Po drodze internet powrócił, a jednocześnie zaczęło się ściemniać, także nadeszła pora na poszukanie sobie jakiegoś noclegu. Zagadnąłem do kolesia, który akurat jechał z rodzinką, tj. 2 synkami, z czego jeden siedział u niego w bagażnikowym foteliku i żoną na rowerkach. Zapytałem, czy nie wie gdzie wartało by poszukać jakiegoś miejsca do pospania. On się chwilę pogłowił, po czym powiedział, że musi porozmawiać z żoną. Chwilkę pogadał rzeczywiście, wrócił i powiedział, że by mnie przenocował, ale ta się nie zgadza… Potem pomyślał trochę i stwierdził, że w sumie ma to w nosie, że mam przydreptać pod jego adres i tam się coś wykombinuje. Wpisałem sobie w Google Maps, a było to 2 km drogi, więc w sam raz, bo mogłem dojść jeszcze przed kompletnym zmrokiem, a i dodatkową chwilę jeszcze iść, co by drogi nadrobić troszeczkę.
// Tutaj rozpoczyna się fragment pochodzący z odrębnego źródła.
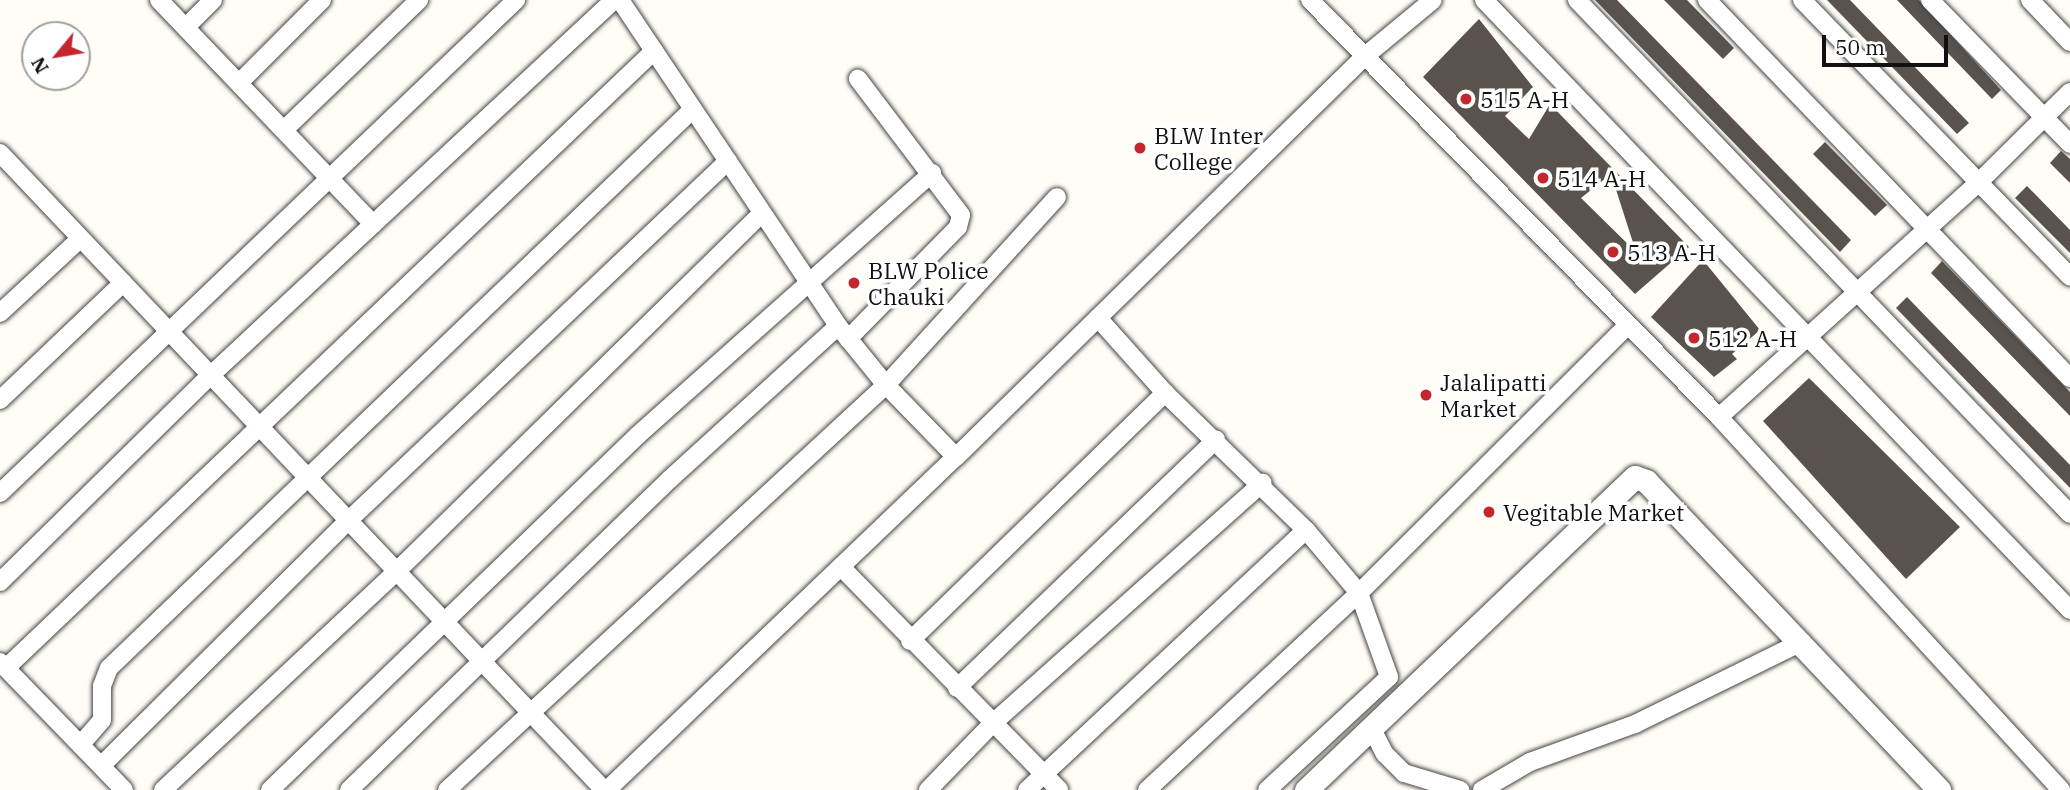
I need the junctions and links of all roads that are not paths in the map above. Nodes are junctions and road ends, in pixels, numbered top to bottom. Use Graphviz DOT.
graph roads {
  1 [pos="159,0"];
  2 [pos="213,0"];
  3 [pos="323,0"];
  4 [pos="419,0"];
  5 [pos="516,0"];
  6 [pos="614,0"];
  7 [pos="620,0"];
  8 [pos="1310,0"];
  9 [pos="1433,0"];
  10 [pos="1484,0"];
  11 [pos="1577,0"];
  12 [pos="1707,0"];
  13 [pos="1802,0"];
  14 [pos="1930,0"];
  15 [pos="2030,0"];
  16 [pos="186,27"];
  17 [pos="2070,42"];
  18 [pos="653,51"];
  19 [pos="1364,57"];
  20 [pos="858,79"];
  21 [pos="240,82"];
  22 [pos="2070,92"];
  23 [pos="692,109"];
  24 [pos="2045,118"];
  25 [pos="286,128"];
  26 [pos="2070,144"];
  27 [pos="0,152"];
  28 [pos="728,161"];
  29 [pos="932,173"];
  30 [pos="333,180"];
  31 [pos="1979,182"];
  32 [pos="1057,197"];
  33 [pos="761,214"];
  34 [pos="373,224"];
  35 [pos="1926,228"];
  36 [pos="80,239"];
  37 [pos="2070,277"];
  38 [pos="806,282"];
  39 [pos="123,284"];
  40 [pos="1859,293"];
  41 [pos="0,313"];
  42 [pos="1098,318"];
  43 [pos="1628,325"];
  44 [pos="168,331"];
  45 [pos="843,333"];
  46 [pos="1808,338"];
  47 [pos="211,375"];
  48 [pos="2070,378"];
  49 [pos="886,385"];
  50 [pos="1166,393"];
  51 [pos="0,400"];
  52 [pos="1719,417"];
  53 [pos="258,424"];
  54 [pos="1216,440"];
  55 [pos="956,457"];
  56 [pos="308,476"];
  57 [pos="1262,483"];
  58 [pos="0,493"];
  59 [pos="2070,514"];
  60 [pos="349,520"];
  61 [pos="1306,530"];
  62 [pos="841,567"];
  63 [pos="397,571"];
  64 [pos="0,582"];
  65 [pos="1359,593"];
  66 [pos="2070,610"];
  67 [pos="446,621"];
  68 [pos="910,641"];
  69 [pos="1802,642"];
  70 [pos="483,660"];
  71 [pos="3,665"];
  72 [pos="957,688"];
  73 [pos="531,710"];
  74 [pos="993,723"];
  75 [pos="1371,727"];
  76 [pos="82,743"];
  77 [pos="103,765"];
  78 [pos="1043,774"];
  79 [pos="124,790"];
  80 [pos="163,790"];
  81 [pos="270,790"];
  82 [pos="349,790"];
  83 [pos="447,790"];
  84 [pos="606,790"];
  85 [pos="928,790"];
  86 [pos="1027,790"];
  87 [pos="1059,790"];
  88 [pos="1147,790"];
  89 [pos="1267,790"];
  90 [pos="1306,790"];
  91 [pos="1460,790"];
  92 [pos="1482,790"];
  93 [pos="1939,790"];
  94 [pos="2061,790"];
  1 -- 16 [label="street"];
  2 -- 16 [label="street"];
  3 -- 21 [label="street"];
  4 -- 25 [label="street"];
  5 -- 30 [label="street"];
  6 -- 34 [label="street"];
  7 -- 18 [label="street"];
  8 -- 19 [label="street"];
  9 -- 19 [label="street"];
  10 -- 46 [label="street"];
  11 -- 40 [label="street"];
  12 -- 35 [label="street"];
  13 -- 31 [label="street"];
  14 -- 24 [label="street"];
  15 -- 17 [label="street"];
  16 -- 21 [label="street"];
  18 -- 23 [label="street"];
  18 -- 53 [label="street"];
  19 -- 42 [label="street"];
  19 -- 43 [label="street"];
  20 -- 29 [label="street"];
  21 -- 25 [label="street"];
  22 -- 24 [label="street"];
  23 -- 28 [label="street"];
  23 -- 56 [label="street"];
  24 -- 26 [label="street"];
  24 -- 31 [label="street"];
  25 -- 30 [label="street"];
  27 -- 36 [label="street"];
  28 -- 33 [label="street"];
  28 -- 60 [label="street"];
  29 -- 38 [label="street"];
  29 -- 45 [label="street"];
  30 -- 34 [label="street"];
  30 -- 44 [label="street"];
  31 -- 35 [label="street"];
  31 -- 37 [label="street"];
  32 -- 49 [label="street"];
  33 -- 38 [label="street"];
  33 -- 63 [label="street"];
  34 -- 47 [label="street"];
  35 -- 40 [label="street"];
  35 -- 48 [label="street"];
  36 -- 39 [label="street"];
  36 -- 41 [label="street"];
  38 -- 45 [label="street"];
  38 -- 67 [label="street"];
  39 -- 44 [label="street"];
  39 -- 51 [label="street"];
  40 -- 46 [label="street"];
  40 -- 59 [label="street"];
  42 -- 50 [label="street"];
  42 -- 55 [label="street"];
  43 -- 52 [label="street"];
  43 -- 65 [label="street"];
  44 -- 47 [label="street"];
  44 -- 58 [label="street"];
  45 -- 49 [label="street"];
  45 -- 70 [label="street"];
  46 -- 52 [label="street"];
  46 -- 66 [label="street"];
  47 -- 53 [label="street"];
  47 -- 64 [label="street"];
  49 -- 55 [label="street"];
  49 -- 73 [label="street"];
  50 -- 54 [label="street"];
  50 -- 68 [label="street"];
  52 -- 94 [label="street"];
  53 -- 56 [label="street"];
  53 -- 71 [label="street"];
  54 -- 57 [label="street"];
  54 -- 72 [label="street"];
  55 -- 62 [label="street"];
  56 -- 60 [label="street"];
  56 -- 76 [label="street"];
  57 -- 61 [label="street"];
  57 -- 74 [label="street"];
  60 -- 63 [label="street"];
  60 -- 77 [label="street"];
  61 -- 65 [label="street"];
  61 -- 78 [label="street"];
  62 -- 68 [label="street"];
  62 -- 84 [label="street"];
  63 -- 67 [label="street"];
  63 -- 80 [label="street"];
  65 -- 88 [label="street"];
  65 -- 89 [label="street"];
  67 -- 70 [label="street"];
  67 -- 81 [label="street"];
  68 -- 72 [label="street"];
  69 -- 75 [label="street"];
  69 -- 92 [label="street"];
  69 -- 93 [label="street"];
  70 -- 73 [label="street"];
  70 -- 82 [label="street"];
  71 -- 76 [label="street"];
  72 -- 74 [label="street"];
  73 -- 83 [label="street"];
  73 -- 84 [label="street"];
  74 -- 78 [label="street"];
  74 -- 85 [label="street"];
  75 -- 90 [label="street"];
  75 -- 91 [label="street"];
  76 -- 77 [label="street"];
  77 -- 79 [label="street"];
  78 -- 86 [label="street"];
  78 -- 87 [label="street"];
}
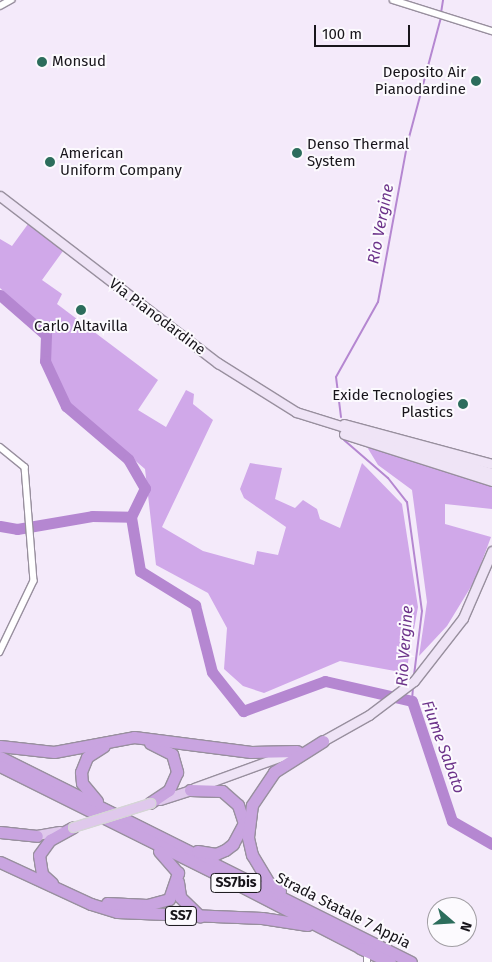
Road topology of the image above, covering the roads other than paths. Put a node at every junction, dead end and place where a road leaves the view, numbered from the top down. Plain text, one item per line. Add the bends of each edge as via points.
1 (11, 0) edge
2 (393, 0) edge
3 (0, 6) edge
4 (492, 31) edge
5 (0, 196) edge
6 (324, 422) junction
7 (0, 447) edge
8 (492, 464) edge
9 (492, 472) edge
10 (492, 481) edge
11 (492, 551) edge
12 (0, 652) edge
13 (323, 741) junction
14 (0, 746) edge
15 (297, 751) junction
16 (0, 757) edge
17 (0, 766) edge
18 (0, 774) edge
19 (190, 790) junction
20 (150, 803) junction
21 (103, 819) junction
22 (125, 824) junction
23 (72, 827) junction
24 (0, 832) edge
25 (37, 836) junction
26 (0, 837) edge
27 (160, 837) junction
28 (0, 862) edge
29 (178, 882) junction
30 (202, 917) junction
31 (333, 923) junction
32 (367, 957) edge
33 (390, 962) edge
34 (411, 962) edge

1 - 3 street
2 - 4 street
5 - 6 street, Via Pianodardine via 218,363 296,412
6 - 8 street via 356,426
6 - 9 street
6 - 10 street via 361,441
7 - 12 street via 24,467 33,591
11 - 13 street via 463,618 414,681
13 - 15 street
13 - 31 highway via 274,772 260,788 248,837 268,883
14 - 15 highway via 54,752 134,737 251,752
15 - 19 street
16 - 22 highway, SS7bis
17 - 21 highway, SS7bis
18 - 21 highway
19 - 20 main road
19 - 27 highway via 212,789 231,798 244,823 238,837 216,854
20 - 22 highway via 176,781 172,754 145,742 112,743 94,751 81,772 82,783
20 - 23 main road, bridge
21 - 22 highway, SS7bis
22 - 27 highway, Strada Statale 7 Appia
22 - 29 highway via 171,860
22 - 32 highway, SS7bis
23 - 25 main road
23 - 29 highway via 50,840 39,856 42,874 60,888 111,904 147,905 169,899
24 - 25 highway
25 - 26 main road
27 - 31 highway, Strada Statale 7 Appia
28 - 30 highway, SS7 via 56,889 117,912
29 - 30 highway via 188,908
30 - 32 highway, SS7 via 292,922
31 - 34 highway, Strada Statale 7 Appia
32 - 33 highway, Strada Statale 7 Appia / SS7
Idąc tak zobaczyłem zjawisko dość dziwne, bardzo osobliwe, mianowicie na chodniku stało 6 osób – romów jakichś, czy tam Ukraińców, ustawionych w rządku, co jakieś 2 metry, obok swojego podwórka. I ci ludzie tak stali, i się rozglądali… Znaczy nie wiem, dlaczego miałoby to być osobliwe, ale jakoś przedziwnie to wyglądało, a dziwniejsze stało się jeszcze bardziej, gdy jedna z tych osób, kobieta, do mnie przemówiła. Powiedziała, że zaginął piesek – radlerek, eklerek, maklerek, czy tam inny leklerek, w każdym razie mały i brązowy taki. Polazłem dalej, powiedziałem, że nie widziałem niestety. Gdy przelazłem 500 m, zobaczyłem… Mały brązowy piesek obwąchuje jakiegoś drugiego – większego i kurcze, ten mały totalnie zgadzał się z opisem. To musiał być ten bojlerek. Wróciłem się 500 metrów, by zobaczyć tych samych ludzi, tak samo stojących, tak samo obracających głowami i poinformować ich, że prawdopodobnie znalazłem pieska. Kobitka poszła za mną, po czym okazało się, że rzeczywiście – to był totalnie ten pies. Żal mi było trochę wtedy, że musiałem iść do tamtego gościa, bo w sumie mógłbym zapytać u tych ludzi, czy by może nie mieli jakiegoś miejsce pod daszkiem lub choćby na podwórku, a tak musiałem dreptać dalej na drugą stronę Skierniewic.
Gdy dotarłem pod wskazany adres, gospodarz czekał już w furtce i serdecznie mnie zaprosił. Powiedział, że akurat mają remont w jednym z pokoi i że w związku z tym wynieśli materac na taras, więc zupełnie przypadkiem mają fantastyczne miejsce do spania.
Zostałem poczęstowany pysznym leczo, a ponadto pozwolono mi się nawet wykąpać porządnie i podładować telefon z power bankiem.
fafr.png
Noc na tarasie minęła bardzo przyjemnie, z wyjątkiem małego incydentu z kotem sąsiadów (próbował mnie zamordować). Rano zostałem jeszcze zaproszony na śniadanko, a potem jeszcze na godzinę wdałem się z miłym panem gospodarzem w dysputę na temat jazzu i sprzętu audio, okazał się człowiekiem niezwykle obcykanym w tej materii. Około godziny 10 wyruszyłem w dalszą drogę.

CDN

Następna część

Sort:  

radlerek, eklerek, bojlerek czy leklerek - padłam, leżę i kwiczę. Czekam na ciąg dalszy!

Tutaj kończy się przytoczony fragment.